R. Ramlau and M. Rosensteiner


Industrial Mathematics Institute, Kepler University Linz and Mathconsult GmbH, Linz


Most of the large earthbound astronomical telescopes use Adaptive Optics technology (AO) in order to enhance the image quality. The degradation of the measured images is caused by atmospheric turbulences. Multi Conjugate Adaptive Optics (MCAO) is a technique that aims at a high imaging quality over a large field of view, which is achieved by using several (laser) guide stars, each assigned to a wavefront sensor, and several deformable mirrors that correct for turbulences in different atmospheric layers. Mathematically, the computation of a the optimal mirror deformations from wavefront measurements forms an inverse and ill posed problem.

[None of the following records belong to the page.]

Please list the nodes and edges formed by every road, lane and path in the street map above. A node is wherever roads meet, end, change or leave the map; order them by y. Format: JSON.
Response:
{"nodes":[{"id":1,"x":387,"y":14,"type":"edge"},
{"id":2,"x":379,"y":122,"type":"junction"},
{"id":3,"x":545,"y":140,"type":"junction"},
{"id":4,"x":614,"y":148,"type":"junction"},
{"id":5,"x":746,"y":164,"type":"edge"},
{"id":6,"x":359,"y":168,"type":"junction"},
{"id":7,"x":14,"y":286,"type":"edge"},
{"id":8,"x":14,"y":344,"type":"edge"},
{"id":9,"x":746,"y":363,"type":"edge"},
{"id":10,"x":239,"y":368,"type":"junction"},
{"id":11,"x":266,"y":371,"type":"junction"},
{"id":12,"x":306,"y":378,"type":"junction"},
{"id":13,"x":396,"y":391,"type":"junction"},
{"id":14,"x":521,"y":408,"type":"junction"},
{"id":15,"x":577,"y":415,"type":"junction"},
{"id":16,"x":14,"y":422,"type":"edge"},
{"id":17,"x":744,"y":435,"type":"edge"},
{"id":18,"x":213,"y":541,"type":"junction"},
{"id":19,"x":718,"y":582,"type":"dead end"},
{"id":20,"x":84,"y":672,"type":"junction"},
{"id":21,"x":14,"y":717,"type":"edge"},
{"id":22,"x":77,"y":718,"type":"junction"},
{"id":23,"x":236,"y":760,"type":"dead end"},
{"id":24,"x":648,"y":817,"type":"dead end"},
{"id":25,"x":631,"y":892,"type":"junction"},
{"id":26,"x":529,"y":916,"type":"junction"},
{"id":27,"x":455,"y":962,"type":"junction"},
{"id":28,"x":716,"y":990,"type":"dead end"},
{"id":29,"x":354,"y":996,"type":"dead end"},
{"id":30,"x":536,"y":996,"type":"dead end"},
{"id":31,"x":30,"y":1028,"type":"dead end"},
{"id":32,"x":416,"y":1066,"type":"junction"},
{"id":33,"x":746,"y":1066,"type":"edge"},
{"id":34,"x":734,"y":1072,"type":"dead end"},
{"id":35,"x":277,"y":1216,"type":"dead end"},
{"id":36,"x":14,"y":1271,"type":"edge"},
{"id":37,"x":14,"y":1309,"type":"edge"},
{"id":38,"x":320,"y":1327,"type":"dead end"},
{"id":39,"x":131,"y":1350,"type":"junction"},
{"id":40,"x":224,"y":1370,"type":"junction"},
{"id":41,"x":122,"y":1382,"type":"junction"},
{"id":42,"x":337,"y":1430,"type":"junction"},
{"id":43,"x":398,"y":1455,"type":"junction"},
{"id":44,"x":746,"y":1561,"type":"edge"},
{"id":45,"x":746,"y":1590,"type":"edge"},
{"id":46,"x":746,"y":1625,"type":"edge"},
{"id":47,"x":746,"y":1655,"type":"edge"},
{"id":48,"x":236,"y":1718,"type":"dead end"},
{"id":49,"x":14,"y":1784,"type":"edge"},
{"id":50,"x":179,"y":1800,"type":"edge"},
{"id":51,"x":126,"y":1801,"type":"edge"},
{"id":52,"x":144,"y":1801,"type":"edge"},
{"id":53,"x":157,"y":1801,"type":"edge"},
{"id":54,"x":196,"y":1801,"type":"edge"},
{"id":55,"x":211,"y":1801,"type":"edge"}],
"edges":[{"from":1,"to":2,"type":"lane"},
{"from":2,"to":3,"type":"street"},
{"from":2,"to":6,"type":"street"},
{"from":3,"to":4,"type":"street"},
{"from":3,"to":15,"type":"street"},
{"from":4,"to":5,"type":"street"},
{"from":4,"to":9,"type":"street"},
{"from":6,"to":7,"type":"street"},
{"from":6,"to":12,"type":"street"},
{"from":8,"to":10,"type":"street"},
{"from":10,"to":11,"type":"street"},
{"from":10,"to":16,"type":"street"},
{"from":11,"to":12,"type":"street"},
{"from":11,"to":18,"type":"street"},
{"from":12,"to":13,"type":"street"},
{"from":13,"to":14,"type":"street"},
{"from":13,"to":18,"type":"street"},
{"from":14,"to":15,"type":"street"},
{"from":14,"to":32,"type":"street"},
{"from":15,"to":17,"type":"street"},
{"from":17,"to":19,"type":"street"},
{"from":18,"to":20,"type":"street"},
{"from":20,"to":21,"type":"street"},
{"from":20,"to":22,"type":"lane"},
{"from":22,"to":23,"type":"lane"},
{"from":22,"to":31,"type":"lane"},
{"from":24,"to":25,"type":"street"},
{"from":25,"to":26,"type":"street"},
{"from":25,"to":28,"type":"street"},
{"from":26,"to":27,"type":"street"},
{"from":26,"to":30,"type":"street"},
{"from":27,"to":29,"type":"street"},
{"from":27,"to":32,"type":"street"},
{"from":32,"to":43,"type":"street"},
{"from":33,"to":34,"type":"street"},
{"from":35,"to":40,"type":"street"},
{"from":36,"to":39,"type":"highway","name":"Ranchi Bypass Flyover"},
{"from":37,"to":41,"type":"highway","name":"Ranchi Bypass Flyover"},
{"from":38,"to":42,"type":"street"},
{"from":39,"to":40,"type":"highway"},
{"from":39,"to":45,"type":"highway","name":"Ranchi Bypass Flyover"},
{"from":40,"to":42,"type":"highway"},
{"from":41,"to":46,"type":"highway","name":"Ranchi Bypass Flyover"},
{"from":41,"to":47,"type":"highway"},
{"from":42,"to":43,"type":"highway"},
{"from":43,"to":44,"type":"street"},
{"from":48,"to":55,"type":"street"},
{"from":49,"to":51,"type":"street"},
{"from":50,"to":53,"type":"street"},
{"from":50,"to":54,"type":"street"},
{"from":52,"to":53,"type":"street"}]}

Therefore, regularization methods have to be used for a stable reconstruction. The solution to the MCAO problem involves three steps: reconstruction of the incoming wavefront, reconstruction of the turbulent layers (atmospheric tomography) and computation of the best mirror correction (fitting step). The standard approach collects these three operations into one matrix, leading to a large and ill conditioned matrix vector system. In our talk we present a method that solves the three subproblems subsequently. First, a fast wavefront reconstructor is used to reconstruct the incoming wavefronts from measurements of a Shack - Hartmann sensor. The atmospheric tomography problem is solved by a Kaczmarz type iterative reconstructor, which converges geometrically to a solution, meaning that only few iterations are needed for a sufficiently good reconstruction of the turbulent layers. The fitting step is finally achieved by a projection of the reconstructed turbulent layers to the mirrors. Due to the fast reconstructors for the subproblems the whole algorithm guarantees a fast reconstruction, which will be demonstrated with our numerical implementations. We wish to remark that the method can easily be adapted to Multi Object Adaptive Optics (MOAO), as only a different fitting step is needed.